The European Central Bank on Thursday confirmed expectations of a 50 basis point interest rate increase, taking its key rate to 2.5%.
In a statement, it pledged to “stay the course in raising interest rates significantly at a steady pace” and, in unusually firm language, said it intended to hike by another 50 basis points in March.
It said keeping rates at restrictive levels would control price rises by dampening demand and keeping inflation expectations under constrained. Decisions at future meetings will be data-dependent, it added.
The move follows four hikes in 2022 which brought euro zone rates out of negative territory for the first time since 2014.
Euro zone inflation fell for the third straight month in January, flash figures published Wednesday showed, but headline inflation remained high at 8.5%. Core inflation, which excludes energy and food, was flat at 5.2%.

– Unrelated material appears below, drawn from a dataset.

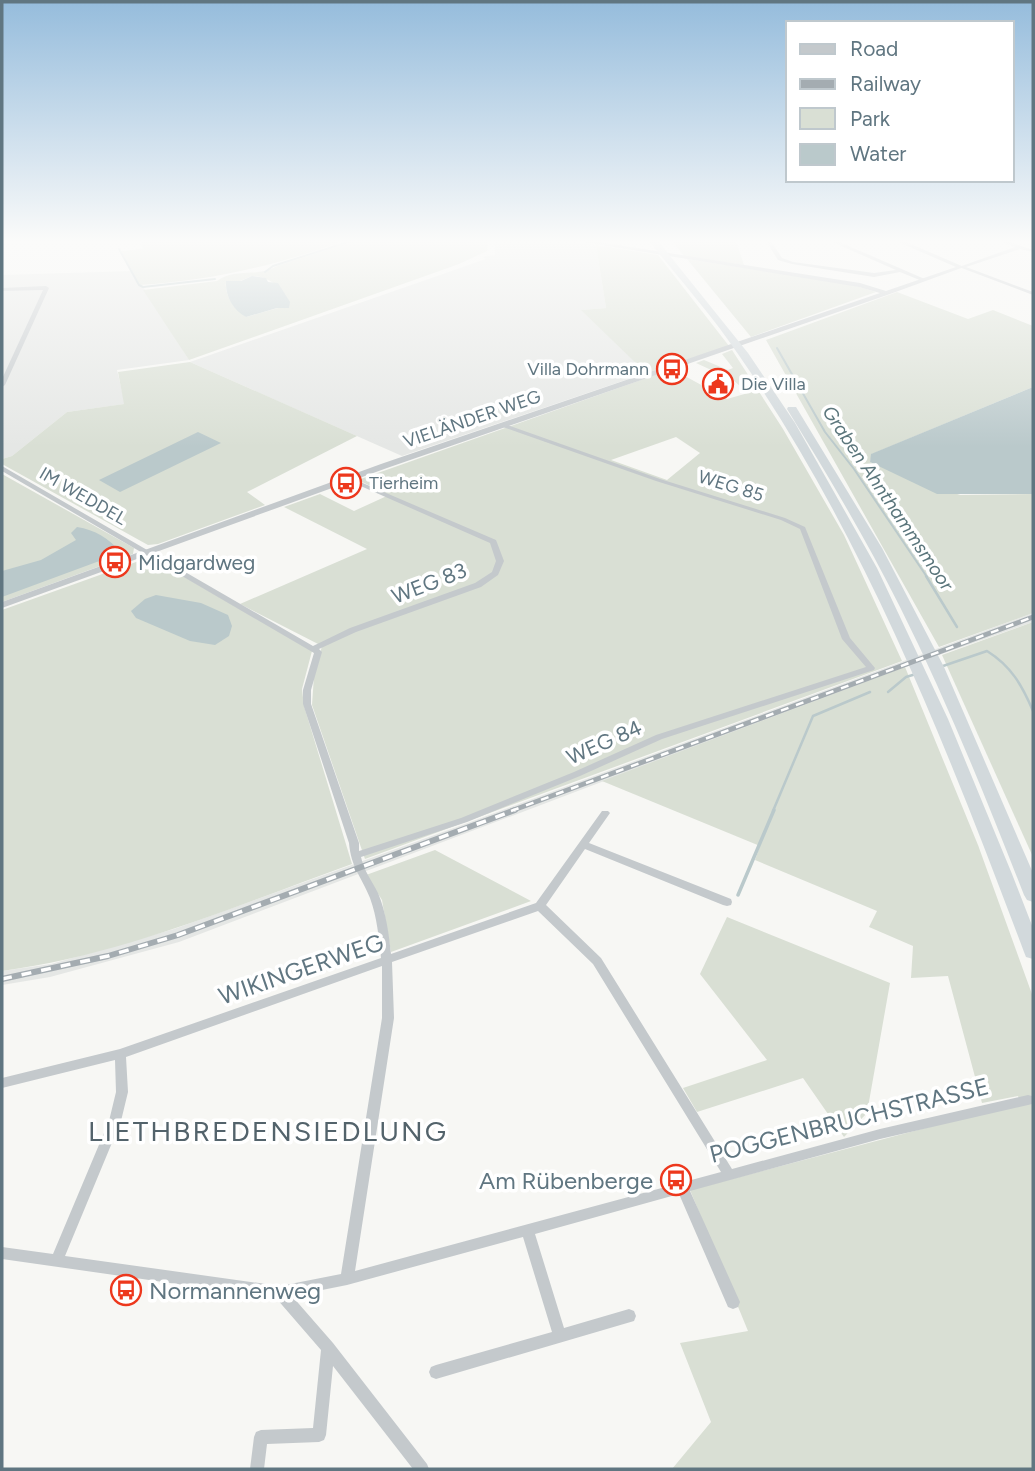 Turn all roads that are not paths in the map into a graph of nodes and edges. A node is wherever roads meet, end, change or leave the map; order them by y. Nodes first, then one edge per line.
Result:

Attention now turns to Thursday’s speech and press conference by Lagarde, which begins at 2:45 p.m. Frankfurt time, for an indication of the central bank’s latest outlook on the economy and further details of its plans for hiking and quantitative tightening.
In December, it announced that from March it would begin to reduce its 5 trillion euro ($5.49 trillion) balance sheet by 15 billion euros per month on average until the end of June 2023.
On Thursday, it said that in line with current practice it would continue partial reinvestments of its maturing debt.
“The remaining reinvestment amounts will be allocated proportionally to the share of redemptions across each constituent programme of the APP (Asset Purchase Programme) and, under the public sector purchase programme (PSPP), to the share of redemptions of each jurisdiction and across national and supranational issuers,” its statement said.